• _WHAT IS EXPECTED_:
Only lines with the string "leave" should be returned from the data below.

• _PROVIDED DATA_:
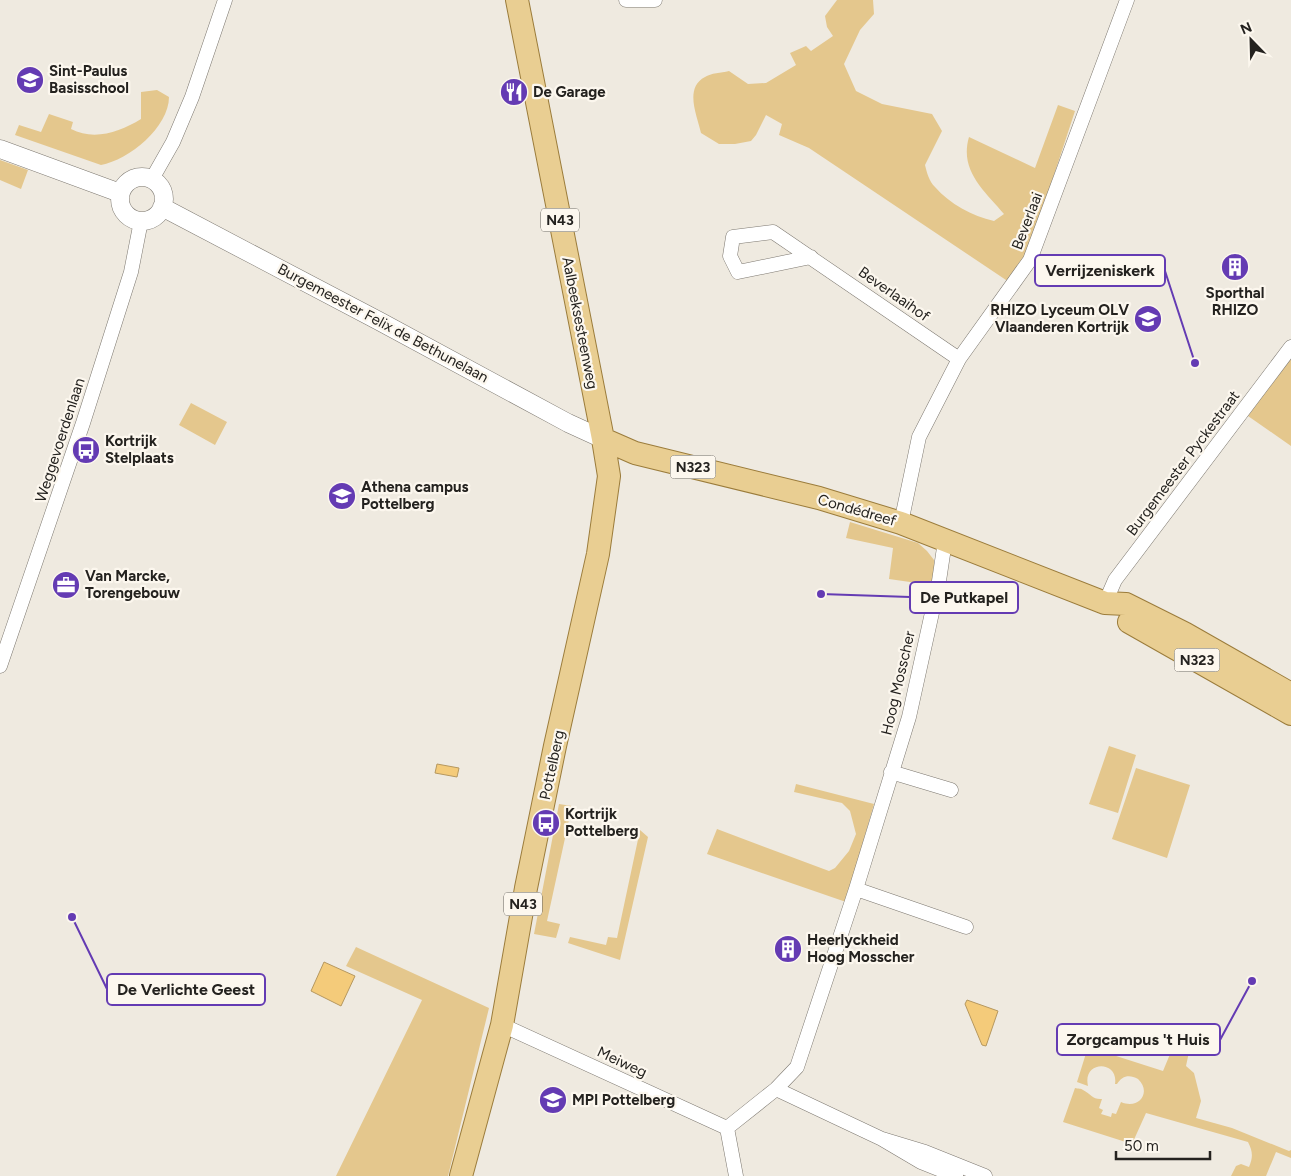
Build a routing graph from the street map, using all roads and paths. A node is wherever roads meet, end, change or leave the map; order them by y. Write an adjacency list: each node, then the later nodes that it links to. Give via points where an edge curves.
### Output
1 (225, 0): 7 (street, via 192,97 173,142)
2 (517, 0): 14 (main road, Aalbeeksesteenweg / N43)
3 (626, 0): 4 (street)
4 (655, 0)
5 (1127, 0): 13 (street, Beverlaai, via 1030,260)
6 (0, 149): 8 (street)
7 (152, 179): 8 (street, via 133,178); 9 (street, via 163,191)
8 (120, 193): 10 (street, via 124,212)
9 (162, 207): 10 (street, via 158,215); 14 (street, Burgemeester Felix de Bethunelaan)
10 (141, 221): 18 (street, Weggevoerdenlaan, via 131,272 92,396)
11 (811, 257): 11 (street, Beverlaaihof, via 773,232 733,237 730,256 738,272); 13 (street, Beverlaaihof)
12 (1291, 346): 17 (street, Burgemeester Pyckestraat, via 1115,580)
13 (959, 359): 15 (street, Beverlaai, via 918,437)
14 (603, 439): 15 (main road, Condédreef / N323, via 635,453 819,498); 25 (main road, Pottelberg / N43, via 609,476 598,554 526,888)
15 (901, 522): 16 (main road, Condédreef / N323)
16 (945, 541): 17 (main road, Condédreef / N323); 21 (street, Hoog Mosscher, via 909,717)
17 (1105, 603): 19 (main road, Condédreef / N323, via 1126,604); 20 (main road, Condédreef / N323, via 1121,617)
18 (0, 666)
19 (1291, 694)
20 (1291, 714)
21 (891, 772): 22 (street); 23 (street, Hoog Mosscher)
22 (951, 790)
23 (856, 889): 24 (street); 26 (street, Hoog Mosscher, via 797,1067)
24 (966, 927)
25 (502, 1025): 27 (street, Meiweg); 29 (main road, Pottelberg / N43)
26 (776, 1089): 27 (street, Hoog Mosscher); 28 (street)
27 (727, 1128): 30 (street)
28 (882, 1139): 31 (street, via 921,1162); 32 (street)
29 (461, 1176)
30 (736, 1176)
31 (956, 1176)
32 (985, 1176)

==

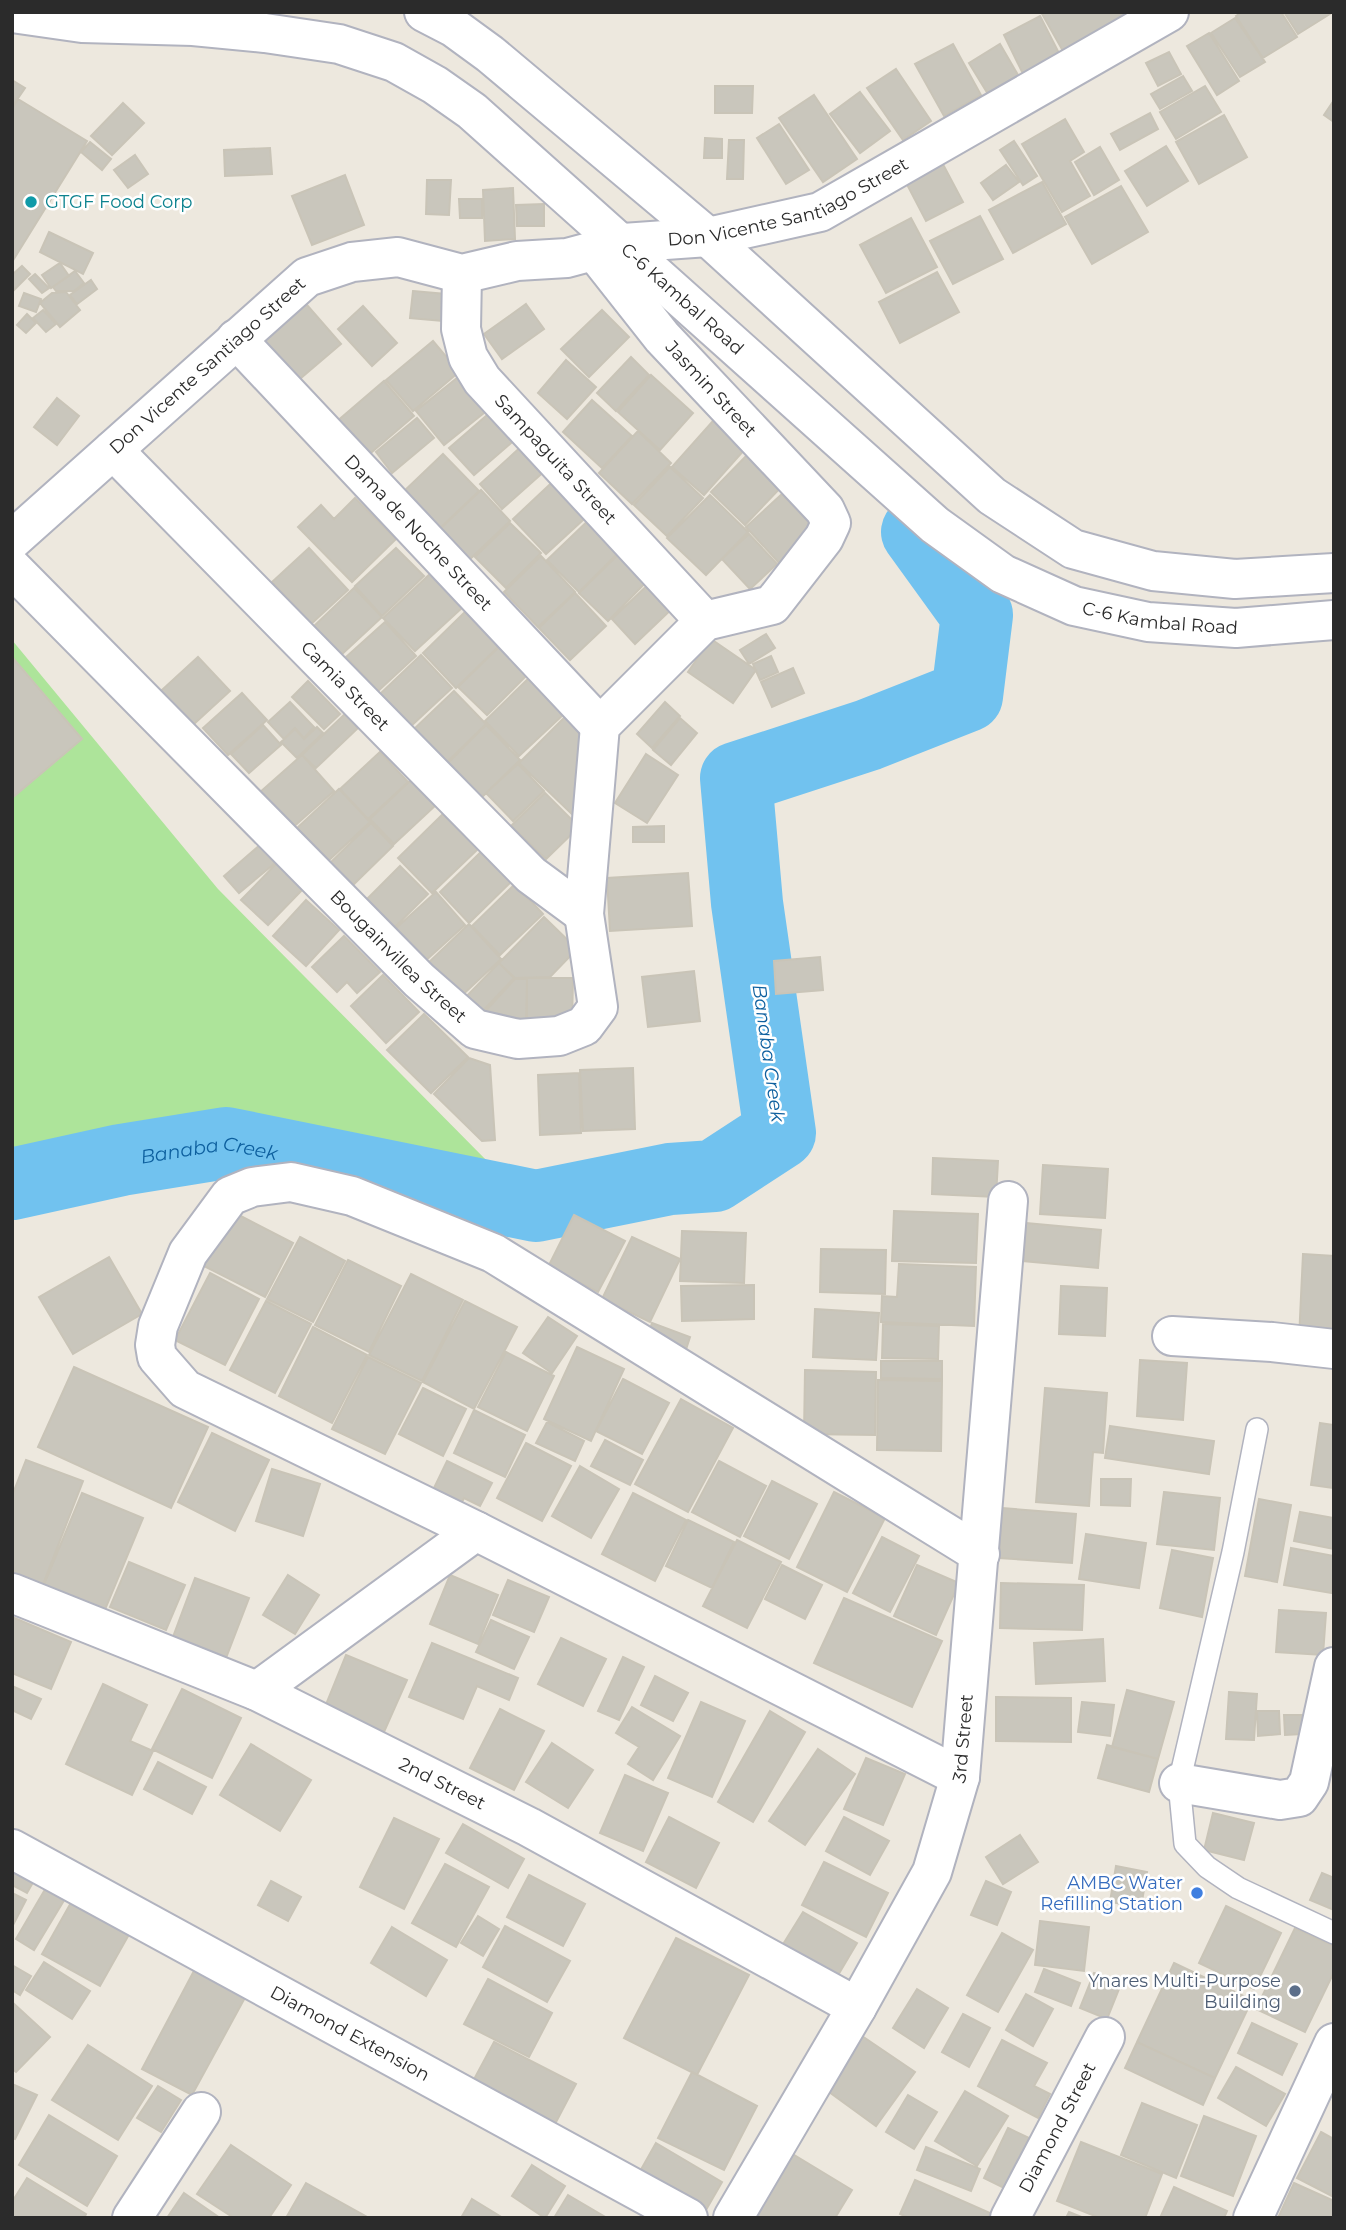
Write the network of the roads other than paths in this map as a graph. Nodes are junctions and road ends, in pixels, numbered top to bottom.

==

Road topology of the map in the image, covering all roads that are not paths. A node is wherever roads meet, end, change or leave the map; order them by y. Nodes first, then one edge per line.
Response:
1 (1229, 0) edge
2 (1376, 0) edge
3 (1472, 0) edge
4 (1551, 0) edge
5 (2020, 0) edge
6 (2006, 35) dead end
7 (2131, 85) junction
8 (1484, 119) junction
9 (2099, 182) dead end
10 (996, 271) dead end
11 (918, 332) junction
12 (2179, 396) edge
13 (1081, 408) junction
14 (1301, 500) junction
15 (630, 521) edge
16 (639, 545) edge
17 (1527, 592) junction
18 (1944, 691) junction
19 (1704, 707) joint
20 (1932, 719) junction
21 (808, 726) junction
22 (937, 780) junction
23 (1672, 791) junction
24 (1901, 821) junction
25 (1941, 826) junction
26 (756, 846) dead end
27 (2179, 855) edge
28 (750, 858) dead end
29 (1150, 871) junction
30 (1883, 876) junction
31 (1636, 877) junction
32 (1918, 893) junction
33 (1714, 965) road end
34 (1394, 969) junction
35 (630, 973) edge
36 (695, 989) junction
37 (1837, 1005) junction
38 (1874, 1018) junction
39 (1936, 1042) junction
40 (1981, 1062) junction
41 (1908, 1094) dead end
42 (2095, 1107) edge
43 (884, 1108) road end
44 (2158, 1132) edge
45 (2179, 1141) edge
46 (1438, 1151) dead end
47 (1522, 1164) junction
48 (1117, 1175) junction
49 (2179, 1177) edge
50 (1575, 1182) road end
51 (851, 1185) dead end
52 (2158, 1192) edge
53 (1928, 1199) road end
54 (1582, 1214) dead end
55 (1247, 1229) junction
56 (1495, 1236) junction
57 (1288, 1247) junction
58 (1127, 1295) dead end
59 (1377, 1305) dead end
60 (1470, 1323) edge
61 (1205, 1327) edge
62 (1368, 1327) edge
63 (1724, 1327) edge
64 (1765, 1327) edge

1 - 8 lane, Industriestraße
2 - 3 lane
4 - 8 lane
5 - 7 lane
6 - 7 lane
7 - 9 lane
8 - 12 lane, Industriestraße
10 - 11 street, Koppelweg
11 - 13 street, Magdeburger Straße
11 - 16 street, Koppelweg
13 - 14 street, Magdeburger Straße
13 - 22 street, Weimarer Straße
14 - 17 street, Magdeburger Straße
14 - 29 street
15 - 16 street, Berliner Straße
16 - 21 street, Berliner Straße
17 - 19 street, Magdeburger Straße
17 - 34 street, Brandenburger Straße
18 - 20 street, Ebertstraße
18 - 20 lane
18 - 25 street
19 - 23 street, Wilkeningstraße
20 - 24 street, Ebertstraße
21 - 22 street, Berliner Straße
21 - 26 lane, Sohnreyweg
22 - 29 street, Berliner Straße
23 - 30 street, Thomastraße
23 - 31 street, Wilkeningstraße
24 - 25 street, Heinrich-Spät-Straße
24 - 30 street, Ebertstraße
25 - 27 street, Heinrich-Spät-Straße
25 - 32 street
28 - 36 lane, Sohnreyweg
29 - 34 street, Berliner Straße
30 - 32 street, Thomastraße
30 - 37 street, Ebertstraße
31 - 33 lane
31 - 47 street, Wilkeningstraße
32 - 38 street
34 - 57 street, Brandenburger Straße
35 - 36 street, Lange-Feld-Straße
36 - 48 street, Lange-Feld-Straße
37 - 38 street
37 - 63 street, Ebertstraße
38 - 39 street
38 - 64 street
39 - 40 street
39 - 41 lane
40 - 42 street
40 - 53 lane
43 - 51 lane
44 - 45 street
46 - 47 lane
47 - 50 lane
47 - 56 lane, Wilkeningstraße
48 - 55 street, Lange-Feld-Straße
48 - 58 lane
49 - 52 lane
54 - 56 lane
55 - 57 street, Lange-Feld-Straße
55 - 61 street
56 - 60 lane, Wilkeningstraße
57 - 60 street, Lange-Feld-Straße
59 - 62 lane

• _ANSWER AREA_:
Build a routing graph from the street map, using all roads and paths. A node is wherever roads meet, end, change or leave the map; order them by y. Write an adjacency list: each node, then the later nodes that it links to. Give via points where an edge curves.
Road topology of the map in the image, covering all roads that are not paths. A node is wherever roads meet, end, change or leave the map; order them by y. Nodes first, then one edge per line.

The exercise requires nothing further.